WHAT IS NEEDED: An exact copy of the lines from the one containing "Trace the roads" through the final line of the records is the only acceptable answer.

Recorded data
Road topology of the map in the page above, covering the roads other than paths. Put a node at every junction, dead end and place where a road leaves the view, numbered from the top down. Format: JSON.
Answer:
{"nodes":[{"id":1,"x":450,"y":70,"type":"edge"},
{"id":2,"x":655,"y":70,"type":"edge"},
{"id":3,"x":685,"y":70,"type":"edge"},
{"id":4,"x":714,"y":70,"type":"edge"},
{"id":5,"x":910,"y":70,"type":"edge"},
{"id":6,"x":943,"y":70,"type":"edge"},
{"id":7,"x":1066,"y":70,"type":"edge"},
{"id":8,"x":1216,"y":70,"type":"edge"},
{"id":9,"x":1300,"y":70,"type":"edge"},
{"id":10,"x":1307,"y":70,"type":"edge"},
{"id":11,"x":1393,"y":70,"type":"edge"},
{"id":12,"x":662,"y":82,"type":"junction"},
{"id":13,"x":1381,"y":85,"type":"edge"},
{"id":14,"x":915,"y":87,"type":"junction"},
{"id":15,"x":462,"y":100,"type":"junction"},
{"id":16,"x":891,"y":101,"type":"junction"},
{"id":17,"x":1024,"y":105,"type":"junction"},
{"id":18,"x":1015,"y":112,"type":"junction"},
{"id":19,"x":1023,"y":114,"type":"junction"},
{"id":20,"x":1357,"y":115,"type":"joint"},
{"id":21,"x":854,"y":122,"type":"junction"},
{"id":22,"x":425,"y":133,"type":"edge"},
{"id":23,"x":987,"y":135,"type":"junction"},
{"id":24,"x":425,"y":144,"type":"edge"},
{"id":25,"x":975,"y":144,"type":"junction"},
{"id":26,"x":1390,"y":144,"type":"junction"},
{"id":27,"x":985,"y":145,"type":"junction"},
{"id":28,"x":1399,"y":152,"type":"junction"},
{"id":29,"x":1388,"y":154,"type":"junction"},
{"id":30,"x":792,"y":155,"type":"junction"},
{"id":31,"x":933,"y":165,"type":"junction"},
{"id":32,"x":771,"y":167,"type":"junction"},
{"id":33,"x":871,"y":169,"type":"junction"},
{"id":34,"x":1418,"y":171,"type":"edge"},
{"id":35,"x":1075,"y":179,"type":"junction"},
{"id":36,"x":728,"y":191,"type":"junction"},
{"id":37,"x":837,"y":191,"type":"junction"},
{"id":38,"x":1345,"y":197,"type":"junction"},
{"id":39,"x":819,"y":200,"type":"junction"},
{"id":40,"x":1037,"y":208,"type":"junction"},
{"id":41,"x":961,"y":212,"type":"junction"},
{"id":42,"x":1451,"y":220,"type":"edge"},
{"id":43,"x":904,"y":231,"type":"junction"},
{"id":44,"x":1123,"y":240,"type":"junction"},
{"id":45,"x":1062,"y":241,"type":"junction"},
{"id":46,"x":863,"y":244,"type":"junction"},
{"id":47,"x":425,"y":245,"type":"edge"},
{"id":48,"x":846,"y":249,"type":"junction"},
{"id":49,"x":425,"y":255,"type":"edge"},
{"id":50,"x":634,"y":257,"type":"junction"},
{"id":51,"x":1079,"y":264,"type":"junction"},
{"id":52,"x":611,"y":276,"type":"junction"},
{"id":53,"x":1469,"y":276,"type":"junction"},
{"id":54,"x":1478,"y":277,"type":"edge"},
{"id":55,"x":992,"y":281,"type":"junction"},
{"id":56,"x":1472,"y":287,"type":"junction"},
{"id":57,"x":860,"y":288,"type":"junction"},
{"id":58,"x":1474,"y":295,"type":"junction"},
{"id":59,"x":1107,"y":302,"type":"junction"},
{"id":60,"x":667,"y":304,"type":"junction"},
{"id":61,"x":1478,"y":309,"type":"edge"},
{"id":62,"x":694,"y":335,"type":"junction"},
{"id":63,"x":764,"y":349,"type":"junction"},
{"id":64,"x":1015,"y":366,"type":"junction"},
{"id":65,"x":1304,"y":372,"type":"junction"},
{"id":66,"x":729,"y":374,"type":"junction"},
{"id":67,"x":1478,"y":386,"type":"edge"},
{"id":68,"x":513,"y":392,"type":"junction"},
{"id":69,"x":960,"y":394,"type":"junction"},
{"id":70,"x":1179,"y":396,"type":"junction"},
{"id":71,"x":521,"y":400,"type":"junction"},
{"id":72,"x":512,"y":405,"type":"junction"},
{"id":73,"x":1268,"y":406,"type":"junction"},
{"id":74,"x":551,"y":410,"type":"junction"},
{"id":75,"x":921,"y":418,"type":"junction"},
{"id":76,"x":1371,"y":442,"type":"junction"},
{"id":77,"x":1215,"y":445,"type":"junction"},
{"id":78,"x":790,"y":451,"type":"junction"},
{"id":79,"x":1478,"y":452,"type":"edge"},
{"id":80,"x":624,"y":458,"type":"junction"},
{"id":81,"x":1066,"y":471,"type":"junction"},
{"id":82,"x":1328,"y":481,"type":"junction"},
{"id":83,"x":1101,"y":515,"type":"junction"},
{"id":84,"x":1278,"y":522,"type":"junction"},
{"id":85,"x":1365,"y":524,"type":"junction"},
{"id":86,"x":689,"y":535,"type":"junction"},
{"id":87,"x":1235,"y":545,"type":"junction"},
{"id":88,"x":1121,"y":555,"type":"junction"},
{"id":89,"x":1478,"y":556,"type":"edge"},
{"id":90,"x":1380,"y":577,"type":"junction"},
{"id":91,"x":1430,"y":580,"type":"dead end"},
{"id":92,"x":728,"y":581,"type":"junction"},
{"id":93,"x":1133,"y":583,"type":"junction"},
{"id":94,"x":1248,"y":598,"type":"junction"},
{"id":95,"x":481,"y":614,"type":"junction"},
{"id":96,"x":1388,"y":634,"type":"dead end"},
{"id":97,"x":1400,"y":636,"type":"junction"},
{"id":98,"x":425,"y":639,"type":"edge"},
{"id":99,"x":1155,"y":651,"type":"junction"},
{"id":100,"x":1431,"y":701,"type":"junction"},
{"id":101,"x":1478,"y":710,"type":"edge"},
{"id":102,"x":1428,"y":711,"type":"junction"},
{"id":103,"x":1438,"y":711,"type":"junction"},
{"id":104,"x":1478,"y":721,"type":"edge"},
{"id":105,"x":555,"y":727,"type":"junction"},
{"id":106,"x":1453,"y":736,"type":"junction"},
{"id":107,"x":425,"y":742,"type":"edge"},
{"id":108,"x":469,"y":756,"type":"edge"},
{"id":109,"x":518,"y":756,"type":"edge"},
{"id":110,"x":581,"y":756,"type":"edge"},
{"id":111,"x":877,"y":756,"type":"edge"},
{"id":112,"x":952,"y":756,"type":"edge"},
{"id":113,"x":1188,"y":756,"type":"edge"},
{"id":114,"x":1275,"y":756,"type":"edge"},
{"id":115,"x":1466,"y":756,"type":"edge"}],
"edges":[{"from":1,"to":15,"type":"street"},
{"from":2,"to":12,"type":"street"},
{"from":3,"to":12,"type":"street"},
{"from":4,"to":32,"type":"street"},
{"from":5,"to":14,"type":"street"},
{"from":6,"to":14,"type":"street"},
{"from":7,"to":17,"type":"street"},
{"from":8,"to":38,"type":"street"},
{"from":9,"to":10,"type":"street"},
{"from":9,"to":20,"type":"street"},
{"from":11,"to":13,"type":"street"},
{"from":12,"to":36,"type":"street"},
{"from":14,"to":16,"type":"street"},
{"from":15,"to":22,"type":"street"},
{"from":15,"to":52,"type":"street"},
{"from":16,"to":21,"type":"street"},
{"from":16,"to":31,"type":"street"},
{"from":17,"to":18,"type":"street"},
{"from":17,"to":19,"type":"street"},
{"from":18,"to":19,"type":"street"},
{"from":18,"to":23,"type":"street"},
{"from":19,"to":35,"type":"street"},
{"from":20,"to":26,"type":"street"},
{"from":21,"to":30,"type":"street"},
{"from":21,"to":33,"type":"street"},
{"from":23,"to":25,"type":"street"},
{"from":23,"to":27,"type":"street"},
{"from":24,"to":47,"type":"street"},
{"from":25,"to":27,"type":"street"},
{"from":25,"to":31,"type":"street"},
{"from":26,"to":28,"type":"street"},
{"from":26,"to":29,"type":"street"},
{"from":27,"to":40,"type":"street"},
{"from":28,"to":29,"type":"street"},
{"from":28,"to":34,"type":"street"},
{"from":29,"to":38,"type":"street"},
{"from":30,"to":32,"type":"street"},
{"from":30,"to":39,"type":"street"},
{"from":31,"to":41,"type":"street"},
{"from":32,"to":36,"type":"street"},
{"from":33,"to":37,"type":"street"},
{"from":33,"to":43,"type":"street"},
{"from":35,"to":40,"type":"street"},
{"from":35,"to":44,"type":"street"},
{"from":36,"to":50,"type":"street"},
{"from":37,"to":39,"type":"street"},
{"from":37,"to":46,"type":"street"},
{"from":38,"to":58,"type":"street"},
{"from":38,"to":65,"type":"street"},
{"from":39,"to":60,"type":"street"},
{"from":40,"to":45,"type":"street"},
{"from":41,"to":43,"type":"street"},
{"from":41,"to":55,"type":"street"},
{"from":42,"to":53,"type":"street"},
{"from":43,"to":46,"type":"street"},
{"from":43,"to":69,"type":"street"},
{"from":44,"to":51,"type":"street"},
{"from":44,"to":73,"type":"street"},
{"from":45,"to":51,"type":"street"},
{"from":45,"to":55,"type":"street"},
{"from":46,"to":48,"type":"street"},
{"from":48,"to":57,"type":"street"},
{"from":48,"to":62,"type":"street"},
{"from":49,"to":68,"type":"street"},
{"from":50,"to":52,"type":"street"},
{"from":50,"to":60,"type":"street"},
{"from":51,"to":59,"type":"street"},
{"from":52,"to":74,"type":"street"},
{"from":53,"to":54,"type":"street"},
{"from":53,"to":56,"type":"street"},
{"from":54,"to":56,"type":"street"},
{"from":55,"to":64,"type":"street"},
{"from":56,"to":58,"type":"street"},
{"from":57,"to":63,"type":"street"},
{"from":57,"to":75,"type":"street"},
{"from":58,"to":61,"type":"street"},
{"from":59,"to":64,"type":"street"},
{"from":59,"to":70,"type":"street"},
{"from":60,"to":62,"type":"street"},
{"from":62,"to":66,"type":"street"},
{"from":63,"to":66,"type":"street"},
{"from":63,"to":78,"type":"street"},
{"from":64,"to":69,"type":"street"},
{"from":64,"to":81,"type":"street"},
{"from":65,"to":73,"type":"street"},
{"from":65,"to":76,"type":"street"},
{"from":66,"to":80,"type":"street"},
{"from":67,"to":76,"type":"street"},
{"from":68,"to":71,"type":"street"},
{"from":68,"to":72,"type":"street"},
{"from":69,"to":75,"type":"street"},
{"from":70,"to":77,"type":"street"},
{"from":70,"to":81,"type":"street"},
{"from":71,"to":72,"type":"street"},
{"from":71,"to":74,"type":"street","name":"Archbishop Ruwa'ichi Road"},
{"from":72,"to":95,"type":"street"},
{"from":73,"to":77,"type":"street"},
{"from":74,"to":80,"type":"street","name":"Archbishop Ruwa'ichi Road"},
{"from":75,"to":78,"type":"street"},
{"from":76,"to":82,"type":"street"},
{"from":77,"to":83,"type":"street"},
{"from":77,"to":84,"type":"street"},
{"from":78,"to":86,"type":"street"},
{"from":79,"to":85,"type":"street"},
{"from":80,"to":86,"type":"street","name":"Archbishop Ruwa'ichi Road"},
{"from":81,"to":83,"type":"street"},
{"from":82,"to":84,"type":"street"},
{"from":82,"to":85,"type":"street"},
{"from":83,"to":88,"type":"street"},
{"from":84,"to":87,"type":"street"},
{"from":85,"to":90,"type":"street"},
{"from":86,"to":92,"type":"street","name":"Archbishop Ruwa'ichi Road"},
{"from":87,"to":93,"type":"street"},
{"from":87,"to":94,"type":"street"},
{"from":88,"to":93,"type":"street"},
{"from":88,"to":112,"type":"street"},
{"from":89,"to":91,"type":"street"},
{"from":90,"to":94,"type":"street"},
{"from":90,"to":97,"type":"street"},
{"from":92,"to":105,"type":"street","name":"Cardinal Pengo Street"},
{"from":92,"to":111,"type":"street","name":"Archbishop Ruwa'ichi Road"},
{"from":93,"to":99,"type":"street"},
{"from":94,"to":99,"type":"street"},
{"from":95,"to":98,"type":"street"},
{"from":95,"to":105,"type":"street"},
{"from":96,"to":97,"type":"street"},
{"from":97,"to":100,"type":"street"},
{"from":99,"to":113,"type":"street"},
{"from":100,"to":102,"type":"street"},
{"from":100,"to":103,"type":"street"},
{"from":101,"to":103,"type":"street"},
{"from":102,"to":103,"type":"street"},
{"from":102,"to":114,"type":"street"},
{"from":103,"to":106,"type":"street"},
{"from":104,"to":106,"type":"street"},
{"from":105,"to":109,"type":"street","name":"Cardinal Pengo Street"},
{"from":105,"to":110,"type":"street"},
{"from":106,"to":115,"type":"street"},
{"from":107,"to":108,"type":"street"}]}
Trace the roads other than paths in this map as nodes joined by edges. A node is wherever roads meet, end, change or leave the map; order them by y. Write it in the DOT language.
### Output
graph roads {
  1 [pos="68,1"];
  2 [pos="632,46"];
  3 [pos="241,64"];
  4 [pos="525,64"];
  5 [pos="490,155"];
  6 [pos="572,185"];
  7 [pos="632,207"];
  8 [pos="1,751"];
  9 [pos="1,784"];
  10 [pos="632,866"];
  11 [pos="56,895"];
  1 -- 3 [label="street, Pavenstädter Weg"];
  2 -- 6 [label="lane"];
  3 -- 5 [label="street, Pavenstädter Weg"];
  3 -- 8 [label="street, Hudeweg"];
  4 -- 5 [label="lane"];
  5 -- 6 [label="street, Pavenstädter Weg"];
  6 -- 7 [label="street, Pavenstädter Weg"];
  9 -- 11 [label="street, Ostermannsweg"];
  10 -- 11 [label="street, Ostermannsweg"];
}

YOUR SOLUTION:
Trace the roads other than paths in this map as nodes joined by edges. A node is wherever roads meet, end, change or leave the map; order them by y. Write it in the DOT language.
### Output
graph roads {
  1 [pos="68,1"];
  2 [pos="632,46"];
  3 [pos="241,64"];
  4 [pos="525,64"];
  5 [pos="490,155"];
  6 [pos="572,185"];
  7 [pos="632,207"];
  8 [pos="1,751"];
  9 [pos="1,784"];
  10 [pos="632,866"];
  11 [pos="56,895"];
  1 -- 3 [label="street, Pavenstädter Weg"];
  2 -- 6 [label="lane"];
  3 -- 5 [label="street, Pavenstädter Weg"];
  3 -- 8 [label="street, Hudeweg"];
  4 -- 5 [label="lane"];
  5 -- 6 [label="street, Pavenstädter Weg"];
  6 -- 7 [label="street, Pavenstädter Weg"];
  9 -- 11 [label="street, Ostermannsweg"];
  10 -- 11 [label="street, Ostermannsweg"];
}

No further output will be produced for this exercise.